Wednesday, November 9, 2011
 
  
 
"Healthy Relationships" 
 
  Peer Health Educators

 
Wednesday, November 9, 2011
8 p.m. | Sibert Theatre
 
Want to have a great relationship? Come see the do's and don'ts of healthy relationships through several skits! Some of the topics that will be covered are jealousy, obsession, and abuse. Sponsored by Peer Health Educators.
 
Tuesday, November 15, 2011
 
 
"Ceramics in the Japanese Tea Ceremony" 
 
 
Japanese Lecture Series

 
Tuesday, November 15, 2011
7 p.m. | Crispin Lecture Hall
 
Dr. John Fritsche, Professor of Education at Illinois College, studied ceramics at the Art Institute of Chicago.
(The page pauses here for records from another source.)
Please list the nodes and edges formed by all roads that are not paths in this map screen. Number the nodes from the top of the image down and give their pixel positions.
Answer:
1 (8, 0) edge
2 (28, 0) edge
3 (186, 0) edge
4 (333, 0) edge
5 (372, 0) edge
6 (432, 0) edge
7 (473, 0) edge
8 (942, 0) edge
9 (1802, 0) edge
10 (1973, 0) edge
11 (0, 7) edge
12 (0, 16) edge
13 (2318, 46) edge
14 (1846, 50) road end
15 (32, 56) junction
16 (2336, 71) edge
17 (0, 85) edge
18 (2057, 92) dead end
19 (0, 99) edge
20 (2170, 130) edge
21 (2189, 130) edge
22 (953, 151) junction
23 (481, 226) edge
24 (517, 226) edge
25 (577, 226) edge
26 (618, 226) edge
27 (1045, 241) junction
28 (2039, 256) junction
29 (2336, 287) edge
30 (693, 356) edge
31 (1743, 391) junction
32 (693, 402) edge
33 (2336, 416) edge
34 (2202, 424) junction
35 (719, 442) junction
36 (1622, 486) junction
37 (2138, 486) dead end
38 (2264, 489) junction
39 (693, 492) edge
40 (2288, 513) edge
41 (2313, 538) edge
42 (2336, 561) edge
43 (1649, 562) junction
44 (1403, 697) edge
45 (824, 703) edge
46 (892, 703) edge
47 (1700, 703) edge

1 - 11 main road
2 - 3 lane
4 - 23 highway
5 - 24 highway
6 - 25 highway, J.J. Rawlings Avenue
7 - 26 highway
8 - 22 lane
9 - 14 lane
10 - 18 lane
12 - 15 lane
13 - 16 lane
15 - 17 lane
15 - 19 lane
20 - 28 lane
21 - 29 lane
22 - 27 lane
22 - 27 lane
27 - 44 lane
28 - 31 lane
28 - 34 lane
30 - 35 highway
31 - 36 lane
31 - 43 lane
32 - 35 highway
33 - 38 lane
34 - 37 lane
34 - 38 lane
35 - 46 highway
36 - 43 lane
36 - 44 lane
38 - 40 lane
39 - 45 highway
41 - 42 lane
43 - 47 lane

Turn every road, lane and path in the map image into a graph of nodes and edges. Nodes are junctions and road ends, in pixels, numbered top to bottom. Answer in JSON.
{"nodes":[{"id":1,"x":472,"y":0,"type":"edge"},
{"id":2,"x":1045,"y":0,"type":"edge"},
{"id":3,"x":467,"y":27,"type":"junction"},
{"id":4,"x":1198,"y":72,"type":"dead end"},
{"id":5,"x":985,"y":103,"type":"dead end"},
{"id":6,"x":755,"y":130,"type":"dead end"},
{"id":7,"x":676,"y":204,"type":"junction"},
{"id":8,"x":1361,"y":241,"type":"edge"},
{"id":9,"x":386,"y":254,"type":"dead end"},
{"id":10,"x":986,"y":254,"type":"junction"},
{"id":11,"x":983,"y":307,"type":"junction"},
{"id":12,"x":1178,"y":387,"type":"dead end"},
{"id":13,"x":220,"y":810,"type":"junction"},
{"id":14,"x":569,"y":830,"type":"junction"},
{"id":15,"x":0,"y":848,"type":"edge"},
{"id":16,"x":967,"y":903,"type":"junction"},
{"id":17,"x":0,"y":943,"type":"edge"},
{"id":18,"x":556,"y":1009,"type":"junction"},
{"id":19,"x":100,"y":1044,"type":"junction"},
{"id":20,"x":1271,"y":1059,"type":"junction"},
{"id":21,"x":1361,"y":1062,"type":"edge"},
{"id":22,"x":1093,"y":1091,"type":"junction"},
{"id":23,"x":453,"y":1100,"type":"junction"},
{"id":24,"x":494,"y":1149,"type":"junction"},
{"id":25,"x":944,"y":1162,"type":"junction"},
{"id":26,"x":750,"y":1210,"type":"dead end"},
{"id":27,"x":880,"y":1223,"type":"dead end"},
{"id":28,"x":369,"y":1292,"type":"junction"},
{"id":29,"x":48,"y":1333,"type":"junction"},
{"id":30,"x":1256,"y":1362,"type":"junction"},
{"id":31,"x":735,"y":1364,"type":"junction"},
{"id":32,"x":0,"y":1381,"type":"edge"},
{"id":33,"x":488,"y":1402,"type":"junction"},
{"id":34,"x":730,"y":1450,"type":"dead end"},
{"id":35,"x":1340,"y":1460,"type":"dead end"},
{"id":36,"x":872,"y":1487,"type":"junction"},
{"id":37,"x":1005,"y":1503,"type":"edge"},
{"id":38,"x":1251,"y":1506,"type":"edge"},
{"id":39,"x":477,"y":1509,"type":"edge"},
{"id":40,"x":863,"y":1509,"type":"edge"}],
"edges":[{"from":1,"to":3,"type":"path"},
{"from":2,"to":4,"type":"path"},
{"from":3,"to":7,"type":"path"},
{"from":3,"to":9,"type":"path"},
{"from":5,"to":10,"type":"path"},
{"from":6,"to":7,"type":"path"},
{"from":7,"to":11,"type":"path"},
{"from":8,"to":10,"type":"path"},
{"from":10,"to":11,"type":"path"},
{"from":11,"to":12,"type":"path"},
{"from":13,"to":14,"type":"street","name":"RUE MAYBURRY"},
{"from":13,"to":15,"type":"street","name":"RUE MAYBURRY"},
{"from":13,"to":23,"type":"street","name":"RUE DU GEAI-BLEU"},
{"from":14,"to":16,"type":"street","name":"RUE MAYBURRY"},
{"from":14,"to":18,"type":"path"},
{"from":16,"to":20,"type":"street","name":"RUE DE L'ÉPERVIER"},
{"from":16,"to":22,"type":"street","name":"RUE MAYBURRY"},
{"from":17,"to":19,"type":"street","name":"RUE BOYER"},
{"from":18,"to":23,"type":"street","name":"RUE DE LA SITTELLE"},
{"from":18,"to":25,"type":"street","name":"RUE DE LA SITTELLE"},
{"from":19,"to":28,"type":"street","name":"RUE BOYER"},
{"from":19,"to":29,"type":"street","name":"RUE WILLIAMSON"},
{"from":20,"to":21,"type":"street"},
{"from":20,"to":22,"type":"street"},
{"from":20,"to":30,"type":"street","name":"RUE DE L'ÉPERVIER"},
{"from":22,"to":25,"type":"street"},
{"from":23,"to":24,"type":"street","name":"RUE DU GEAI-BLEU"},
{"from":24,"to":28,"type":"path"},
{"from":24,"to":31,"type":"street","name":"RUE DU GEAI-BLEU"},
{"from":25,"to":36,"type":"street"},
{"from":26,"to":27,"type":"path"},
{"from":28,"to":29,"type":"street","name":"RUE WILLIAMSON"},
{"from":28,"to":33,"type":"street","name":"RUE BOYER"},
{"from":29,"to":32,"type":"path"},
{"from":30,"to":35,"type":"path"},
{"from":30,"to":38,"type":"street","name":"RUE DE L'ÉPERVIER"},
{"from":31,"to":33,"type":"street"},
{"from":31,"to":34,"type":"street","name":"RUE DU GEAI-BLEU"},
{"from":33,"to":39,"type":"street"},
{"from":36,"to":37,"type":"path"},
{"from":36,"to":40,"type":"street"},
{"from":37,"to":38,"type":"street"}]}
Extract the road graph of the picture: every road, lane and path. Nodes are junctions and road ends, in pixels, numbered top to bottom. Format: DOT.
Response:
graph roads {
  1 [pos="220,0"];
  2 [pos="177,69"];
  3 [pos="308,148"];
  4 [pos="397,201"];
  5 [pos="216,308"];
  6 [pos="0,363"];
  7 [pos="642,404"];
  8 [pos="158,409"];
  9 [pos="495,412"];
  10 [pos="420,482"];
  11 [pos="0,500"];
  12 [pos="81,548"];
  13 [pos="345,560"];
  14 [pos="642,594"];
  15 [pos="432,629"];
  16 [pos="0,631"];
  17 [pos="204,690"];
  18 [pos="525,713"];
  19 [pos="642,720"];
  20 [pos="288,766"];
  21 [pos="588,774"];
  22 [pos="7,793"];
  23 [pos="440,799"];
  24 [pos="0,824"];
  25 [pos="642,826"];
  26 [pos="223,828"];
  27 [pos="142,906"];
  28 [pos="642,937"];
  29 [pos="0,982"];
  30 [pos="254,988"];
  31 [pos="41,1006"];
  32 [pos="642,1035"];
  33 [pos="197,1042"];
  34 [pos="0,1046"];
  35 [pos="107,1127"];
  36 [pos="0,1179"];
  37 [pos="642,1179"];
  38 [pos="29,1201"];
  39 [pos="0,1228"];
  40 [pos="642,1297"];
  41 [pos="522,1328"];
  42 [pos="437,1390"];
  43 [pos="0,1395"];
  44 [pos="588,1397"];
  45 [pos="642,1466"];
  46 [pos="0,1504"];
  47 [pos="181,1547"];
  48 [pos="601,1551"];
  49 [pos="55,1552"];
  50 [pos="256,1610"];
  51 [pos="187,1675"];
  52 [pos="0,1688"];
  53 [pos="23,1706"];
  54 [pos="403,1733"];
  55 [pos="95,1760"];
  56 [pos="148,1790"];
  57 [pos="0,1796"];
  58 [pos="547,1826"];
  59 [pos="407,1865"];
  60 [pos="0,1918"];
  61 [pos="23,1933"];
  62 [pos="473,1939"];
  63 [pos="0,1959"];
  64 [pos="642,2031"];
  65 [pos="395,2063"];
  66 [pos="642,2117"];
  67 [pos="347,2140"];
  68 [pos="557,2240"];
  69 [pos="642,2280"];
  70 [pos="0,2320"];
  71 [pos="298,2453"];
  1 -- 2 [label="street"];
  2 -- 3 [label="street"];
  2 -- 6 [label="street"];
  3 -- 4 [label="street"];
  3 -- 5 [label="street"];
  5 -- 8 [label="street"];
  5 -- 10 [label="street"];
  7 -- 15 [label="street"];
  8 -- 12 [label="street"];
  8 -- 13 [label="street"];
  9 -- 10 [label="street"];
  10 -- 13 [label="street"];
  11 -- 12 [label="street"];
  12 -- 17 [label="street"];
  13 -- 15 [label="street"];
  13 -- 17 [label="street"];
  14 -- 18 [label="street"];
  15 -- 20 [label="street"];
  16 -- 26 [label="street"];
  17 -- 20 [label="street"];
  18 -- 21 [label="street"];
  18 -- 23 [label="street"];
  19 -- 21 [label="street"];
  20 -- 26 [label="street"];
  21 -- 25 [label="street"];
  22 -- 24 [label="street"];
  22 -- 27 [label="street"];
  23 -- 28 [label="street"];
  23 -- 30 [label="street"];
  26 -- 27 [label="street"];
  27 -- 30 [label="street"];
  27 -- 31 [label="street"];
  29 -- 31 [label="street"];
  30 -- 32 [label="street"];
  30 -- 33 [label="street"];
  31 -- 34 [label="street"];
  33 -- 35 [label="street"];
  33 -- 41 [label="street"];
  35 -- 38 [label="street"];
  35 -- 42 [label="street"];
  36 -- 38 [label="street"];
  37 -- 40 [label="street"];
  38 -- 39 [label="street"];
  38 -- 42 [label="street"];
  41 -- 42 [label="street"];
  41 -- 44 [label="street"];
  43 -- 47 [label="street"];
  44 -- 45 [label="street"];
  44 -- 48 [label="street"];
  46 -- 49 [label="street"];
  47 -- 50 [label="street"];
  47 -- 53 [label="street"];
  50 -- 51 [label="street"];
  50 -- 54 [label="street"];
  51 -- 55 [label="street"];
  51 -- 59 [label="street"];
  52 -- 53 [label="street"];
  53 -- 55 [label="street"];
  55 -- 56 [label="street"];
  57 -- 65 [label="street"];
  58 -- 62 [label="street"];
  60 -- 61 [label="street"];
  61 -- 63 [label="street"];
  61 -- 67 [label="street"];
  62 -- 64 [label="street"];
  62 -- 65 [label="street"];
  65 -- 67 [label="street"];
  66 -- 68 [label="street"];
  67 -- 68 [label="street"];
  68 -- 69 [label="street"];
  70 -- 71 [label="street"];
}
He has a private ceramics studio at his home where he throws pots on a potter's wheel, hand builds ceramic work, and experiments with glazes.
 
Dr. Fritsche will give a lecture on Japanese ceramics and traditional apprenticeship in Japan. He will run a workshop using Illinois College's Art Department prior to the lecture. During the lecture he will talk about students' work. There will be a tea bowl exhibit at Schewe Library around the time of this lecture/workshop.